Exercise directions:
Below are records; copy every line among them that contains the word "Andy".
---+---
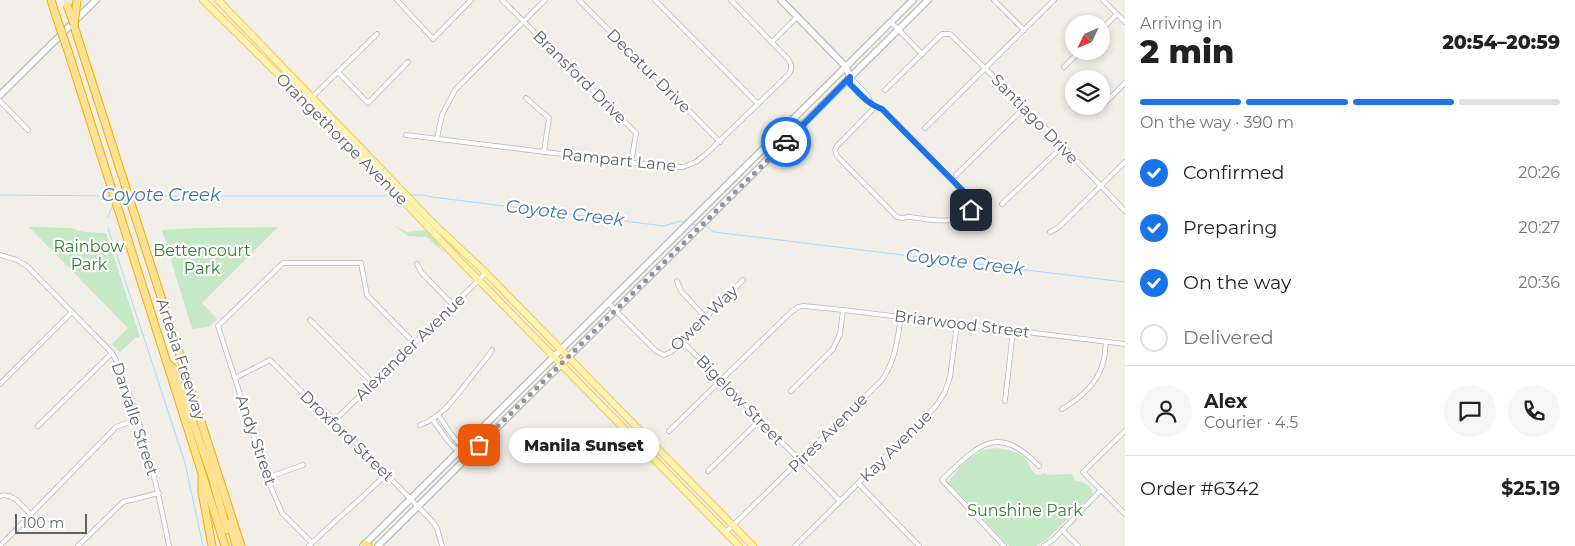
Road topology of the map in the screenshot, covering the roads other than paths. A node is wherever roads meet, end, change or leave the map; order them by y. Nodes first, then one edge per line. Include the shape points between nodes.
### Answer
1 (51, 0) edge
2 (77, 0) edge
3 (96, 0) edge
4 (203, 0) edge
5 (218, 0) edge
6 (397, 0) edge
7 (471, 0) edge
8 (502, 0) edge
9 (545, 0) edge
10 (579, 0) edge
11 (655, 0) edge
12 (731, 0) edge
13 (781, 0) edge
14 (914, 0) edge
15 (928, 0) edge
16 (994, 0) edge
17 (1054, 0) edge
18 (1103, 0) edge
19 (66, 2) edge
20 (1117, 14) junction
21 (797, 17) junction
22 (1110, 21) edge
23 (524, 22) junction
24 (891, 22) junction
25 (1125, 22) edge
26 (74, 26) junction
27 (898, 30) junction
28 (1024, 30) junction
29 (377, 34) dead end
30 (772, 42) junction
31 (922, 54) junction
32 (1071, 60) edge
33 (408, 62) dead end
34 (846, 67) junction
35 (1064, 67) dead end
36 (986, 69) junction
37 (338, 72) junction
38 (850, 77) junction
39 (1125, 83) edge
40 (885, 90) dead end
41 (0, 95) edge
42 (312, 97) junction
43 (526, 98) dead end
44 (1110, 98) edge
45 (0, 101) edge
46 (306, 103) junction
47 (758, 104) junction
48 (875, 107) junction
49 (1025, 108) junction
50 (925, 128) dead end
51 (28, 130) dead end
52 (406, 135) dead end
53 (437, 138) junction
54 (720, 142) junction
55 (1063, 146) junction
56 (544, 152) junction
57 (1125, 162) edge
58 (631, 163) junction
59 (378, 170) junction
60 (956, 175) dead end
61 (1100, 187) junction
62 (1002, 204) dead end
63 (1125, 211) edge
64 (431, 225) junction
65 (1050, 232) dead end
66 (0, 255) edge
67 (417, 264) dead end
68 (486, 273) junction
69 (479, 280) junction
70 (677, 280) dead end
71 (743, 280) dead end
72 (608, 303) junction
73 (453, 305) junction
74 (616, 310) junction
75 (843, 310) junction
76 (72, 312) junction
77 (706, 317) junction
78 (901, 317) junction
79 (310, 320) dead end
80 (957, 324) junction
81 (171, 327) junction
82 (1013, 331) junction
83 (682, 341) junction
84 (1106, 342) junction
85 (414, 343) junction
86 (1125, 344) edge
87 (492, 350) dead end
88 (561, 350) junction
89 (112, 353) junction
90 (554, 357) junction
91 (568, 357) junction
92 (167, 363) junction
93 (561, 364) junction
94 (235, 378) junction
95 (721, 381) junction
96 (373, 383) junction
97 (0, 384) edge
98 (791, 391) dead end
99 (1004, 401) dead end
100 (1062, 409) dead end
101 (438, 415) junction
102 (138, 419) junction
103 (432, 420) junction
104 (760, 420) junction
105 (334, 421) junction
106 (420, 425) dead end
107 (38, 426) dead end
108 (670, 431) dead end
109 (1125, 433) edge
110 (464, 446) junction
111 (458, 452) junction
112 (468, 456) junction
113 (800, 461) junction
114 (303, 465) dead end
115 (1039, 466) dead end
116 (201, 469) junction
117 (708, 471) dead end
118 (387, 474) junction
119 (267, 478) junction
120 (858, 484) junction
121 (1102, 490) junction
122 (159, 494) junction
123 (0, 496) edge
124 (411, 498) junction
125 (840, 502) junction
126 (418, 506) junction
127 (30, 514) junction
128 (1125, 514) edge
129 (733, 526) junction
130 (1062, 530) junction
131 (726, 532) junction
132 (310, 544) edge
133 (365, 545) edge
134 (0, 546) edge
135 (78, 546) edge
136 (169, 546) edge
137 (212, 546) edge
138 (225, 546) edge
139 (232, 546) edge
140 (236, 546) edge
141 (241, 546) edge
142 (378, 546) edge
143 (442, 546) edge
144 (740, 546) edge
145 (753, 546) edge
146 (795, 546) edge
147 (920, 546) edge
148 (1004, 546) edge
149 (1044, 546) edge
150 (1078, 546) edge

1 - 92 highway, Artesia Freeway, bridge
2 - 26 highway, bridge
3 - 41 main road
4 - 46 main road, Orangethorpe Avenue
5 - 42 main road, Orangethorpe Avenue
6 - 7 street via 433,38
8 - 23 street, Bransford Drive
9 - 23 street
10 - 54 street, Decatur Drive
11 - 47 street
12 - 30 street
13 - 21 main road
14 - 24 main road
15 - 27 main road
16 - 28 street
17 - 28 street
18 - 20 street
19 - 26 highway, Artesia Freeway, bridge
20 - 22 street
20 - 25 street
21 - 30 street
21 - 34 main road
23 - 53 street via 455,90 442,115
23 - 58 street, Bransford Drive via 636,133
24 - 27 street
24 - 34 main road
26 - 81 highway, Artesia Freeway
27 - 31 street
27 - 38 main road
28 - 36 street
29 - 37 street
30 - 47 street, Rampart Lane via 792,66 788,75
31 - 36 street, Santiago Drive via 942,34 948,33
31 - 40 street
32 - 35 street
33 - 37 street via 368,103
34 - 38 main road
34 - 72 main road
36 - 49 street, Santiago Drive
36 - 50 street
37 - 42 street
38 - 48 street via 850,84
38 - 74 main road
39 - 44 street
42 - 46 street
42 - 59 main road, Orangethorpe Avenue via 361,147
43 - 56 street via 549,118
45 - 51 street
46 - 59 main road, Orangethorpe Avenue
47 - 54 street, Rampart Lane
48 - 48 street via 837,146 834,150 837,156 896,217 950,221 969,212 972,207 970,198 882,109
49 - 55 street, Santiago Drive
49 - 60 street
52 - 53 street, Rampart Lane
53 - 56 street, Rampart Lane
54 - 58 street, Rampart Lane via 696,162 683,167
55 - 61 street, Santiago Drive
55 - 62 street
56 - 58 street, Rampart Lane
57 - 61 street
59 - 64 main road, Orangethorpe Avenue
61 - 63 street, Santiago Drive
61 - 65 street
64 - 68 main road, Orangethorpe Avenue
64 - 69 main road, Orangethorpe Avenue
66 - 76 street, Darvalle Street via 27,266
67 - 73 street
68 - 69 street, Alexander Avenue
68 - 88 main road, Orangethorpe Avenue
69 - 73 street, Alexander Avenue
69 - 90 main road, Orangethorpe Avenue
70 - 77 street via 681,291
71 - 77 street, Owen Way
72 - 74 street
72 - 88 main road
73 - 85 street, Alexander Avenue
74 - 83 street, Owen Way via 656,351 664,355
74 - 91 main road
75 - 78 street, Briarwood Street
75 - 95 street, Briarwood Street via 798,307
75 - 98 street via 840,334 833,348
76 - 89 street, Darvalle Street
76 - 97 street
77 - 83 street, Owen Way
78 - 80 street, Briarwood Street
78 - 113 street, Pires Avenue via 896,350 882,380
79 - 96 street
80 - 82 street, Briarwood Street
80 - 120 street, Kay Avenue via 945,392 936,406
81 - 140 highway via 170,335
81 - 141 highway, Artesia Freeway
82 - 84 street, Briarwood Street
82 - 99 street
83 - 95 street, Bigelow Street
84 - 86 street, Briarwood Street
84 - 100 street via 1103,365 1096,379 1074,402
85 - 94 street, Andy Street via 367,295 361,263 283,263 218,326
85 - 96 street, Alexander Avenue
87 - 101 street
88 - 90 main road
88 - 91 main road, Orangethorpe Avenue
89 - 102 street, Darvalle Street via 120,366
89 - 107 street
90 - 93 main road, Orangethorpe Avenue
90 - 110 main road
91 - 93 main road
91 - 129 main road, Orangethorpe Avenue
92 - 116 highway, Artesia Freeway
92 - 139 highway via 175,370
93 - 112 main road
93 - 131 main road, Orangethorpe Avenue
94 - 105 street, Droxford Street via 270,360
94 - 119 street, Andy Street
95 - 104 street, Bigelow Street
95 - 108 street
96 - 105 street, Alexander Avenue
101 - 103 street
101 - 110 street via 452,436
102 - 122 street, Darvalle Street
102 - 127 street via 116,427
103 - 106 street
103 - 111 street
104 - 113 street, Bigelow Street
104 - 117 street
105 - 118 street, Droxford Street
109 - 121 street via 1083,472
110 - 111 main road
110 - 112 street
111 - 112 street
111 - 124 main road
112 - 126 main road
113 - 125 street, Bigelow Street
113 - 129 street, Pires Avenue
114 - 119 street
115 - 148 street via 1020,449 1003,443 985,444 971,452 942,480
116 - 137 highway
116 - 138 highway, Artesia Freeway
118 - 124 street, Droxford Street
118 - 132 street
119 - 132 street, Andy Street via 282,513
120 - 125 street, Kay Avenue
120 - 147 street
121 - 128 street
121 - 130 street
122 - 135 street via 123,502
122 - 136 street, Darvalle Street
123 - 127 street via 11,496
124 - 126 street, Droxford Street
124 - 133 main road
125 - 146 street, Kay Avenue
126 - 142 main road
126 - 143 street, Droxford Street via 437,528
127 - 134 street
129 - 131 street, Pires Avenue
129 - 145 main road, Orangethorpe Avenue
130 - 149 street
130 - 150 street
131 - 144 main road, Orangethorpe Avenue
---+---
Result of this task:
85 - 94 street, Andy Street via 367,295 361,263 283,263 218,326
94 - 119 street, Andy Street
119 - 132 street, Andy Street via 282,513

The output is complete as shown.